Les antihistaminiques figurent parmi les médicaments les plus utilisés en France pour traiter les allergies saisonnières et chroniques. Avec plus de 25% de la population française concernée par les allergies, comprendre leur fonctionnement, leurs conditions de remboursement et leurs effets secondaires est essentiel, particulièrement pour les seniors qui cumulent souvent plusieurs traitements.
Que sont les antihistaminiques et comment agissent-ils ?
Les antihistaminiques sont des médicaments conçus pour bloquer l’action de l’histamine, une substance chimique libérée par le système immunitaire lors d’une réaction allergique. L’histamine se fixe sur des récepteurs spécifiques (principalement H1 et H2) et déclenche les symptômes désagréables que nous connaissons tous : éternuements, nez qui coule, yeux larmoyants, démangeaisons et rougeurs cutanées.
En se liant à ces récepteurs avant l’histamine, les antihistaminiques empêchent ou réduisent considérablement ces manifestations allergiques. Il est important de noter que ces médicaments ne traitent pas la cause de l’allergie elle-même, mais soulagent efficacement ses symptômes, offrant ainsi un confort de vie appréciable aux personnes allergiques.

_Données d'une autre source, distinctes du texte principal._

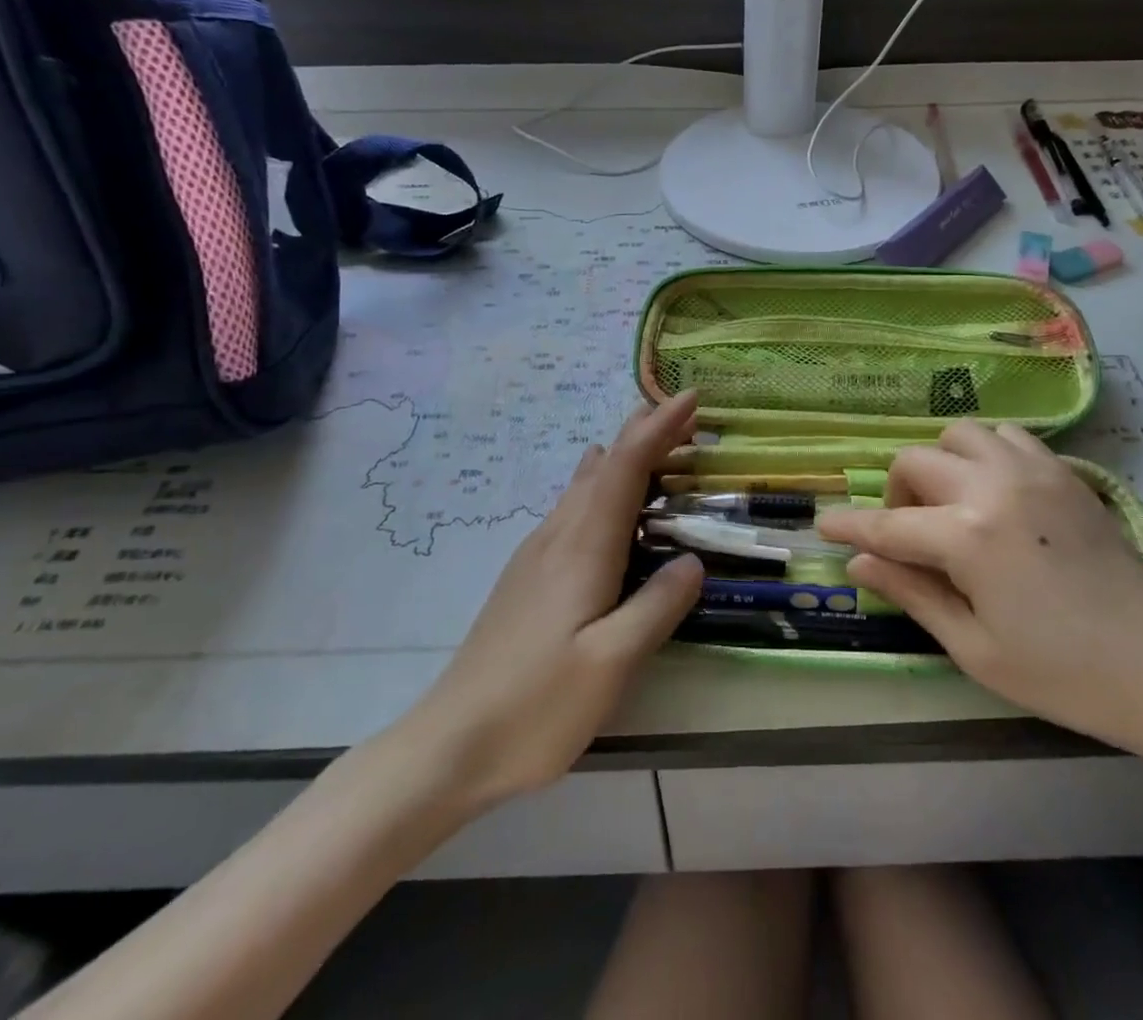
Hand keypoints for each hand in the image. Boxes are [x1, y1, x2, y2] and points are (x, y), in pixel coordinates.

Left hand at [369, 393, 703, 831]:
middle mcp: (559, 537)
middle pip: (606, 466)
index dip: (659, 428)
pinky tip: (602, 493)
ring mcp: (537, 555)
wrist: (449, 744)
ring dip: (624, 455)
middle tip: (684, 412)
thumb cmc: (536, 706)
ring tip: (653, 440)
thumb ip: (657, 608)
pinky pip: (573, 507)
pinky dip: (603, 484)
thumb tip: (693, 560)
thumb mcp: (610, 665)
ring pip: (586, 484)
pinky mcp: (528, 576)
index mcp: (583, 549)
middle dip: (645, 432)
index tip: (691, 396)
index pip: (626, 468)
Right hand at [820, 420, 1142, 767]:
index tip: (823, 526)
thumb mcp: (974, 648)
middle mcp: (992, 487)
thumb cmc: (1061, 673)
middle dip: (896, 493)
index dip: (850, 527)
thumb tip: (858, 566)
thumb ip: (911, 593)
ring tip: (950, 503)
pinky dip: (985, 453)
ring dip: (941, 462)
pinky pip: (1008, 437)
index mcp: (967, 537)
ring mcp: (1032, 471)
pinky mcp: (1063, 472)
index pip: (888, 524)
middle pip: (916, 461)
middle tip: (906, 533)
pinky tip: (993, 491)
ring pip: (960, 434)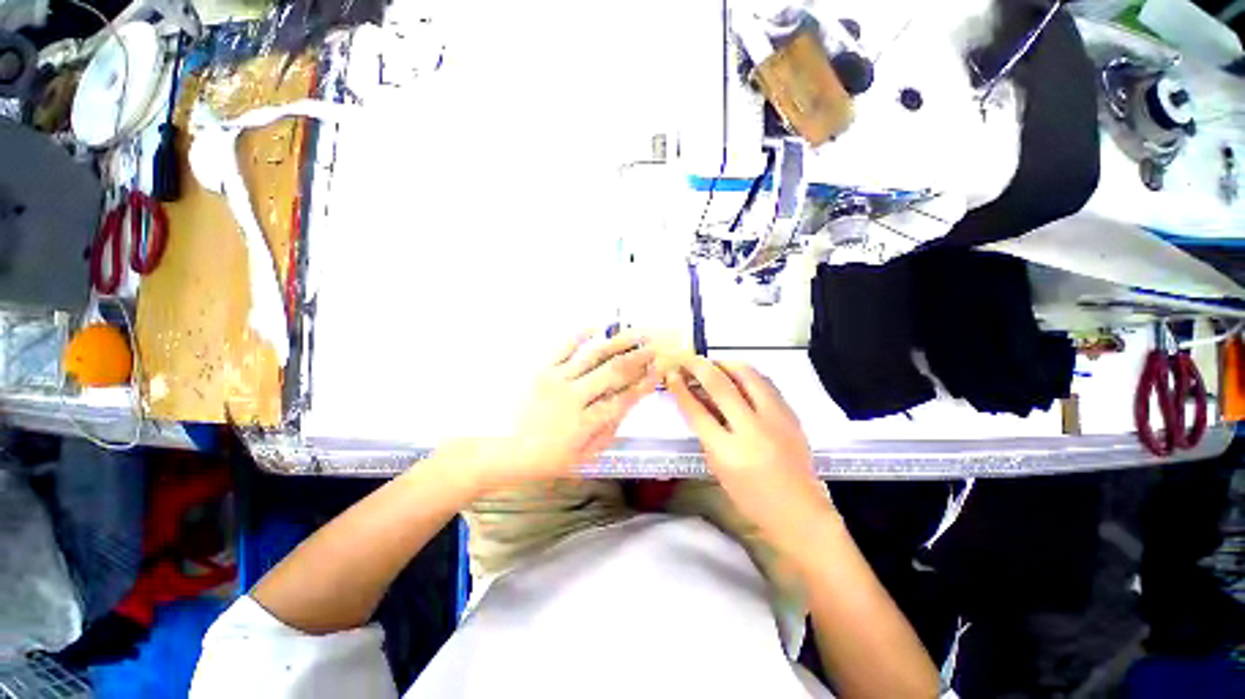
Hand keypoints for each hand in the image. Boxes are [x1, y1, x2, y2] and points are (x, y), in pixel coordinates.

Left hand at [458, 331, 659, 491]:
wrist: (496, 448)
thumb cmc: (541, 459)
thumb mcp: (580, 459)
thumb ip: (606, 434)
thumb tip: (624, 410)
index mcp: (585, 423)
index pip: (623, 399)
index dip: (644, 385)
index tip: (658, 372)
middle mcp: (574, 397)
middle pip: (613, 372)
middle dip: (638, 359)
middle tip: (654, 348)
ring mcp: (556, 379)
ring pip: (594, 356)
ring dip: (619, 343)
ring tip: (636, 333)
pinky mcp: (539, 368)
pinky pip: (563, 346)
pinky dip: (580, 334)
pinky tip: (597, 326)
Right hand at [667, 357, 830, 538]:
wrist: (798, 512)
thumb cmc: (750, 497)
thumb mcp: (718, 468)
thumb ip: (706, 433)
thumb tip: (697, 400)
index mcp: (728, 452)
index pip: (697, 411)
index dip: (681, 389)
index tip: (672, 374)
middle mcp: (752, 430)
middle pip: (721, 386)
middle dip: (700, 367)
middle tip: (689, 360)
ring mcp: (775, 419)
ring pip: (748, 376)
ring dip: (727, 364)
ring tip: (714, 363)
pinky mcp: (791, 415)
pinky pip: (766, 384)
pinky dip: (749, 375)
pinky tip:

Les deux générations d’antihistaminiques
Il existe deux catégories principales d’antihistaminiques H1, utilisés pour les allergies respiratoires et cutanées :
- Première génération : Ces antihistaminiques anciens (diphénhydramine, chlorphéniramine, hydroxyzine) traversent facilement la barrière hémato-encéphalique et agissent sur le cerveau. Ils provoquent une somnolence marquée, des vertiges et une sécheresse buccale. Leur action dure 4 à 6 heures.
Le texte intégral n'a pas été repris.